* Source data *
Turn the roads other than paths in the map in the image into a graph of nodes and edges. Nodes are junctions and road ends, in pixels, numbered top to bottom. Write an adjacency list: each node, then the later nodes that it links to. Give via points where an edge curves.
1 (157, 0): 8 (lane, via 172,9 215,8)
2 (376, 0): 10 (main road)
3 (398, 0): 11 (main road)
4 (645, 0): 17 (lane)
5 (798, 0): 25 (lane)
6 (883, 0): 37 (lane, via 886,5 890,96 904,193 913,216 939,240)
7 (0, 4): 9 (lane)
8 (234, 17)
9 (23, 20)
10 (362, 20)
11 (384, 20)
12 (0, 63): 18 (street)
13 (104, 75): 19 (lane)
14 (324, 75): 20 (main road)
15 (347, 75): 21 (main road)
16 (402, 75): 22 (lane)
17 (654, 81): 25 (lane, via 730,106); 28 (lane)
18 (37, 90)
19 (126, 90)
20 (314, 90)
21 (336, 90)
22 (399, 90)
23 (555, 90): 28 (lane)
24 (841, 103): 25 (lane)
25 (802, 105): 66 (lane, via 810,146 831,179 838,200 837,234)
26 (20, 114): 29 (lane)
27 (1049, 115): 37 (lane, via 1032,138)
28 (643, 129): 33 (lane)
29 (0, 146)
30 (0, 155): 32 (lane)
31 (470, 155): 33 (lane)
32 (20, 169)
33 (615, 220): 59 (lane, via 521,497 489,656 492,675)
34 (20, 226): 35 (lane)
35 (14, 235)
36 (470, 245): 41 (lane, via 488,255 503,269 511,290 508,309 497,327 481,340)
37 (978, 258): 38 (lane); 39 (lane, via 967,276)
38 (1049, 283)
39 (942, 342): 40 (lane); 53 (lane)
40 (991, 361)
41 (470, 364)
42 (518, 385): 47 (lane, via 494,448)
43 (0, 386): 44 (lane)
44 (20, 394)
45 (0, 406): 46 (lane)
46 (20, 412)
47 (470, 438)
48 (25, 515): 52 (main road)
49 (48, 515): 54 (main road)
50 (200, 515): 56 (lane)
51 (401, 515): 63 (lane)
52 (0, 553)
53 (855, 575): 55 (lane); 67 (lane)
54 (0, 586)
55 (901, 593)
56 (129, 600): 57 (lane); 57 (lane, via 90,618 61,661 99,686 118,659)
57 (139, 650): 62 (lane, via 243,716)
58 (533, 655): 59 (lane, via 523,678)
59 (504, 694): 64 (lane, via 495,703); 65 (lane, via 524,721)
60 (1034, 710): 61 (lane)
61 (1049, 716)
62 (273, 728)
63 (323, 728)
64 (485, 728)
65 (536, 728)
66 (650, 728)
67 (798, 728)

* Assignment *
Within the records, filter for lines that contain the word "main" and show each one.

* Answer to this task *
2 (376, 0): 10 (main road)
3 (398, 0): 11 (main road)
14 (324, 75): 20 (main road)
15 (347, 75): 21 (main road)
48 (25, 515): 52 (main road)
49 (48, 515): 54 (main road)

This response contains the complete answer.